Dataset records: Begin
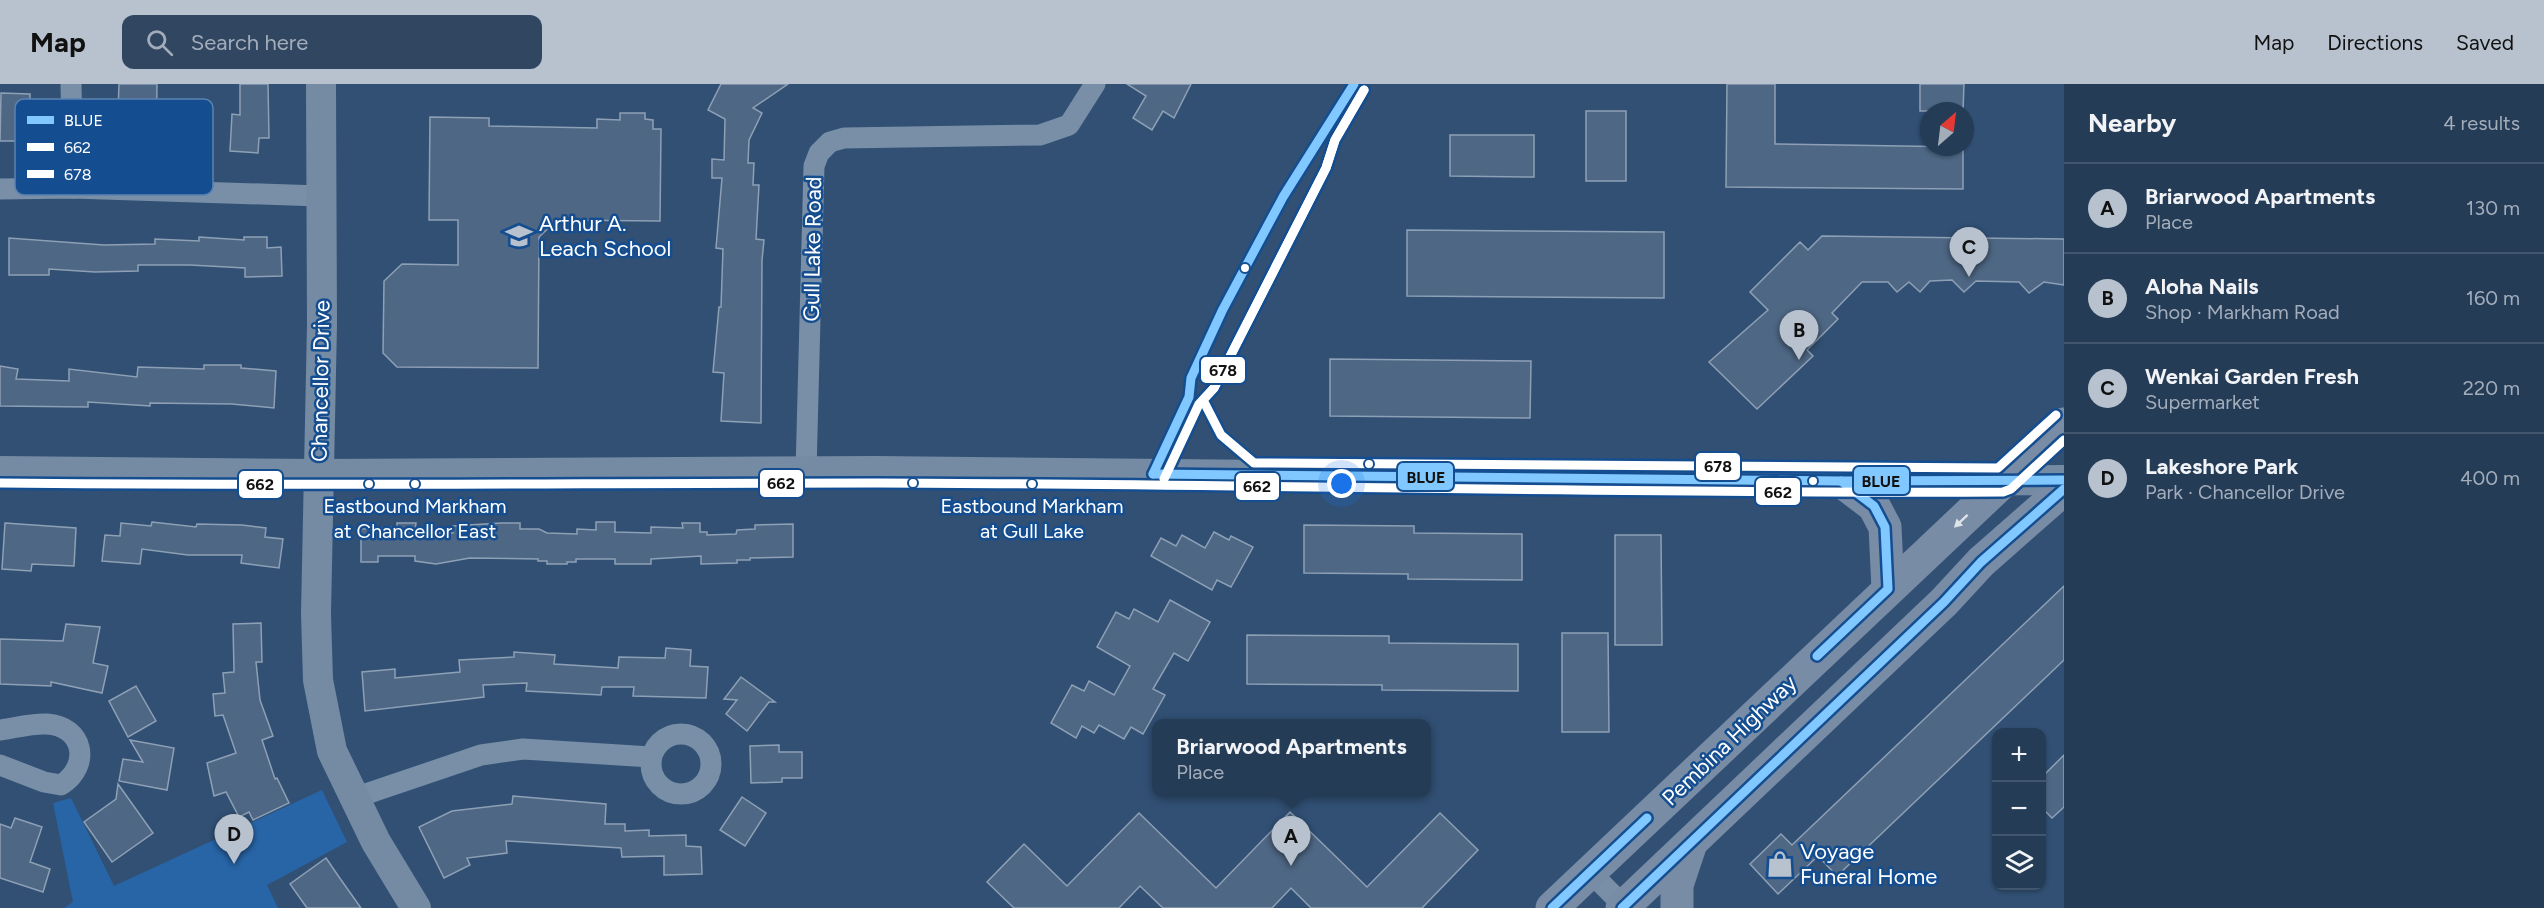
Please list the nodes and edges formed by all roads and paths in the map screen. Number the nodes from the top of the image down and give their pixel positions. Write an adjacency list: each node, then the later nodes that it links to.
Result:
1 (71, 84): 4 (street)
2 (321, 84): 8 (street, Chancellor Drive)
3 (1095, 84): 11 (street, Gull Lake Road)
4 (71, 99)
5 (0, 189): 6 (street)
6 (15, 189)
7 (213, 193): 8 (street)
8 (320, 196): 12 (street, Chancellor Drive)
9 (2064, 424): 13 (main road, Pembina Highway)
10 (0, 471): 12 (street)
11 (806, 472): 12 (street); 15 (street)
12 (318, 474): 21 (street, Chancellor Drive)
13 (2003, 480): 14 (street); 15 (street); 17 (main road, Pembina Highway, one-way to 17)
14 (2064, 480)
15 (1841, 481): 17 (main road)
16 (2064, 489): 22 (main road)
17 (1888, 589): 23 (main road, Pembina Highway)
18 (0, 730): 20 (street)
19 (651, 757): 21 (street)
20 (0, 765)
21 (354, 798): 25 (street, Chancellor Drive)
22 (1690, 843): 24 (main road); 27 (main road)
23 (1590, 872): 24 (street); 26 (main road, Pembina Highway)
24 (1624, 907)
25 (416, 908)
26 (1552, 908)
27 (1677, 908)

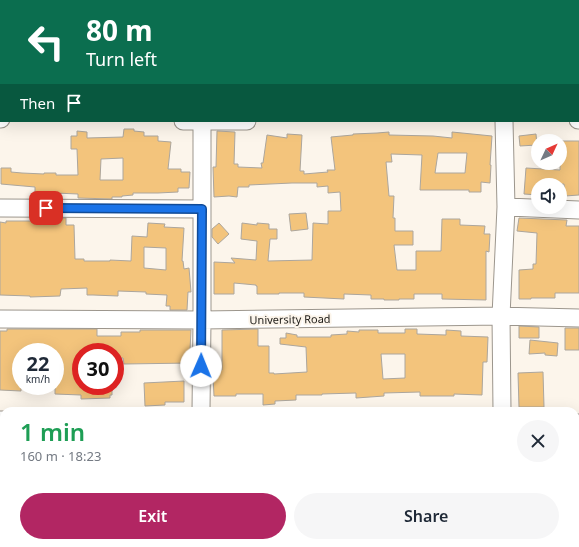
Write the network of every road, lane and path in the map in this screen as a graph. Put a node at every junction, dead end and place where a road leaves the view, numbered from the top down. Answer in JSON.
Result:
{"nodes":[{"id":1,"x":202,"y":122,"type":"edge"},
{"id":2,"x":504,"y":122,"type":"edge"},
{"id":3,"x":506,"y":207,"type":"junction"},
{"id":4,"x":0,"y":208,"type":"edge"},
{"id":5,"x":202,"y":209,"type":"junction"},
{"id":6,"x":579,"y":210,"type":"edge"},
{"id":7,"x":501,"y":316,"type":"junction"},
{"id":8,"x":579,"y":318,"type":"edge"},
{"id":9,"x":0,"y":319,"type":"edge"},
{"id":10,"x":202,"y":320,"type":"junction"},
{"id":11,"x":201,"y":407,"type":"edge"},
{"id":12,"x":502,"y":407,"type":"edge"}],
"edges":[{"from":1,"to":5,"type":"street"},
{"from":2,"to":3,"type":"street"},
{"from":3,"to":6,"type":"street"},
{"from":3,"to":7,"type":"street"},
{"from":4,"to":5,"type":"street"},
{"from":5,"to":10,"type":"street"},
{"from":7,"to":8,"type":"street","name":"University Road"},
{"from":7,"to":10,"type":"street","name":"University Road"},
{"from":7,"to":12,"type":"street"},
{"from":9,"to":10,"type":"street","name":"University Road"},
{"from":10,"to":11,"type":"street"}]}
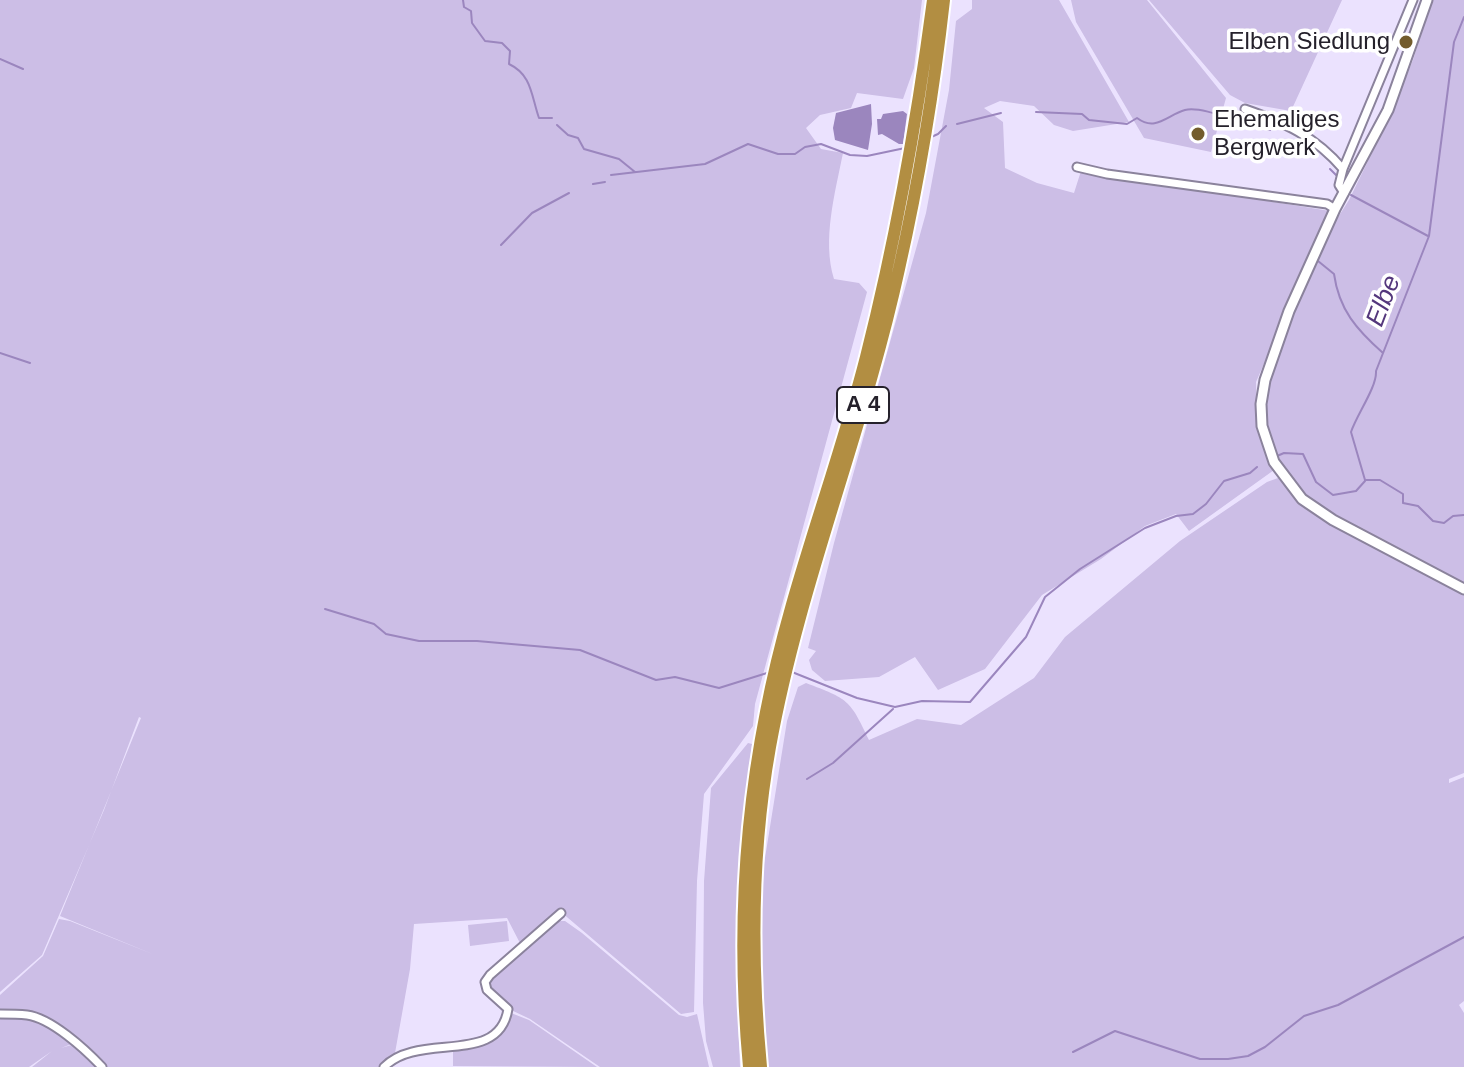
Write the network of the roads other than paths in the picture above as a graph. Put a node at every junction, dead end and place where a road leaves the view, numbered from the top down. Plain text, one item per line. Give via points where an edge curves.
Dataset records: End
How many of the lines in these entries hold "screen"? Report only the count.

**Written reply**
2